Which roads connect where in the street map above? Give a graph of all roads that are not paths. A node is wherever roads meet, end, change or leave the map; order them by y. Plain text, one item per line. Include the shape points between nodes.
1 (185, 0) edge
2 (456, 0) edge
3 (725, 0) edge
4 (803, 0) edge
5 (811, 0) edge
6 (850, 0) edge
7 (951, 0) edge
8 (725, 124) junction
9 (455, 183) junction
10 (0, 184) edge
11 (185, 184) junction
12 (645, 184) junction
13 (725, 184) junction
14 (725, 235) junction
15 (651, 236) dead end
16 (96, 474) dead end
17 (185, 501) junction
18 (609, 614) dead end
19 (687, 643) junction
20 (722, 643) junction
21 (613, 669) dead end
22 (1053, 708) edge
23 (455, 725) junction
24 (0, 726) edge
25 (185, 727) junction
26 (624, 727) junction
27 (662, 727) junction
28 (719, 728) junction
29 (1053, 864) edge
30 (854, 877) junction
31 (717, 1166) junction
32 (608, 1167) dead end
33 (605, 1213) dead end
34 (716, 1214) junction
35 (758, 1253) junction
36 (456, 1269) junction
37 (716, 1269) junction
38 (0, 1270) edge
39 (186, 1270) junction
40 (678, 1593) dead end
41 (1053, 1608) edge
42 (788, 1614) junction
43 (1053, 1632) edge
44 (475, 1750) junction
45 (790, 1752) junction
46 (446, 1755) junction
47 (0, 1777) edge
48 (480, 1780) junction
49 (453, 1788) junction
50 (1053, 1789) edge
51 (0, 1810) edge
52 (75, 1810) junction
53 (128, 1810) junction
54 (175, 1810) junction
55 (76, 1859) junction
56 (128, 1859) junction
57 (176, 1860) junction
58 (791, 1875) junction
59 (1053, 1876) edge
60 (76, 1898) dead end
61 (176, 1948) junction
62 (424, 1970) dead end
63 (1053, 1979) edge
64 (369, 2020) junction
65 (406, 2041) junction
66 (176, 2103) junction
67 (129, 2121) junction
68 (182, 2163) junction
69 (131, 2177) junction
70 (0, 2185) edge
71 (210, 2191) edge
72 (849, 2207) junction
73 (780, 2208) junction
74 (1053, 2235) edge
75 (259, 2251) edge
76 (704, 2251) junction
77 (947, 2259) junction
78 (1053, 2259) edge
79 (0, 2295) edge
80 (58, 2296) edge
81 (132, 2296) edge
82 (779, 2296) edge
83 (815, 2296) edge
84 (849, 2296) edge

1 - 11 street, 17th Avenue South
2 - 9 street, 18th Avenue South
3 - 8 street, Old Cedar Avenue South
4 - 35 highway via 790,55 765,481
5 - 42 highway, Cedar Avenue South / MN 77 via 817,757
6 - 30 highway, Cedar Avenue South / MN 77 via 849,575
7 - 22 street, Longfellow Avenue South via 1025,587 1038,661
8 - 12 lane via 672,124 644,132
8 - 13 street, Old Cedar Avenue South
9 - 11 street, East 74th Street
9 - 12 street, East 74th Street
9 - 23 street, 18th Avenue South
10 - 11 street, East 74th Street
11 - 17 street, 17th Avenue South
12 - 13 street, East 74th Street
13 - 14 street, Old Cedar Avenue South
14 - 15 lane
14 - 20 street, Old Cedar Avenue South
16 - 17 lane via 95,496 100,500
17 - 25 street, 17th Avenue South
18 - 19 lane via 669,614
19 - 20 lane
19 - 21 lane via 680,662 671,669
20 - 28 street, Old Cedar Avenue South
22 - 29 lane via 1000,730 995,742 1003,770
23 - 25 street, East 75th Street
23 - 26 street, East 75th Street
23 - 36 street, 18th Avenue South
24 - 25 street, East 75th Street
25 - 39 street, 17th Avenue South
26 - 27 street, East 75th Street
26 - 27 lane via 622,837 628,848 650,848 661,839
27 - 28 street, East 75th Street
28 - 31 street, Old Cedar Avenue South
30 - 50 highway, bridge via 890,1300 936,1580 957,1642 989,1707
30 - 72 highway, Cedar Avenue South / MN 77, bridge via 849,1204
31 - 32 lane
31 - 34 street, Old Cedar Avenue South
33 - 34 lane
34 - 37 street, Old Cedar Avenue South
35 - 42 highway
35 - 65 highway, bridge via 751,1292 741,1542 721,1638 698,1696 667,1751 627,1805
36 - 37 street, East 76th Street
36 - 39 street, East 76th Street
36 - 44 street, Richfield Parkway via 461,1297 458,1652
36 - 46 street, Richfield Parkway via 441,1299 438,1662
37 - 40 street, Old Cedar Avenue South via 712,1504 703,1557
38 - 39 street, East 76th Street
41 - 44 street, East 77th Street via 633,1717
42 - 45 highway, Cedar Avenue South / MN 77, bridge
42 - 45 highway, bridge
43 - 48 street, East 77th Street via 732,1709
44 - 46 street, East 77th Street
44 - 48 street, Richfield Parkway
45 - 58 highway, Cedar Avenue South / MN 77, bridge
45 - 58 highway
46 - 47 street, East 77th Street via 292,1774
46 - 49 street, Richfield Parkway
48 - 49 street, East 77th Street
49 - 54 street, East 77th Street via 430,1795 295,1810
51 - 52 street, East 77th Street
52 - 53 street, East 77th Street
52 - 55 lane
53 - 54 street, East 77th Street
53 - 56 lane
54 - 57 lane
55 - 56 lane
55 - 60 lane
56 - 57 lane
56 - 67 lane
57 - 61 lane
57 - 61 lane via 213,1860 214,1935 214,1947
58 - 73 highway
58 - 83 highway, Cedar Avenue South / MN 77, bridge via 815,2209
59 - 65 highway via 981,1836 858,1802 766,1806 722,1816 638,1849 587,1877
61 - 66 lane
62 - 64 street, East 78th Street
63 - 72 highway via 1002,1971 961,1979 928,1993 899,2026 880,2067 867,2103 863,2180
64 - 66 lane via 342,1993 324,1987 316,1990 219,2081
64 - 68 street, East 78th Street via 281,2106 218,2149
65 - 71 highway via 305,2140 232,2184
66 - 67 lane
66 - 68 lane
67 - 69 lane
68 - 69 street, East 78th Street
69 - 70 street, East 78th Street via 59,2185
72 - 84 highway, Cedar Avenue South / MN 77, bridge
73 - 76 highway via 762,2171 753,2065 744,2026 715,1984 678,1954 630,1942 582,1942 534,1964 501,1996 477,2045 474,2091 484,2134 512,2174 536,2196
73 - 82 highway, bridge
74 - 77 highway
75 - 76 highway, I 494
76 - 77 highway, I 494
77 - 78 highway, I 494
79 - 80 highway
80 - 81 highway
________________
Which of the lines above carry the string "dead"? Copy every one.

15 (651, 236) dead end
16 (96, 474) dead end
18 (609, 614) dead end
21 (613, 669) dead end
32 (608, 1167) dead end
33 (605, 1213) dead end
40 (678, 1593) dead end
60 (76, 1898) dead end
62 (424, 1970) dead end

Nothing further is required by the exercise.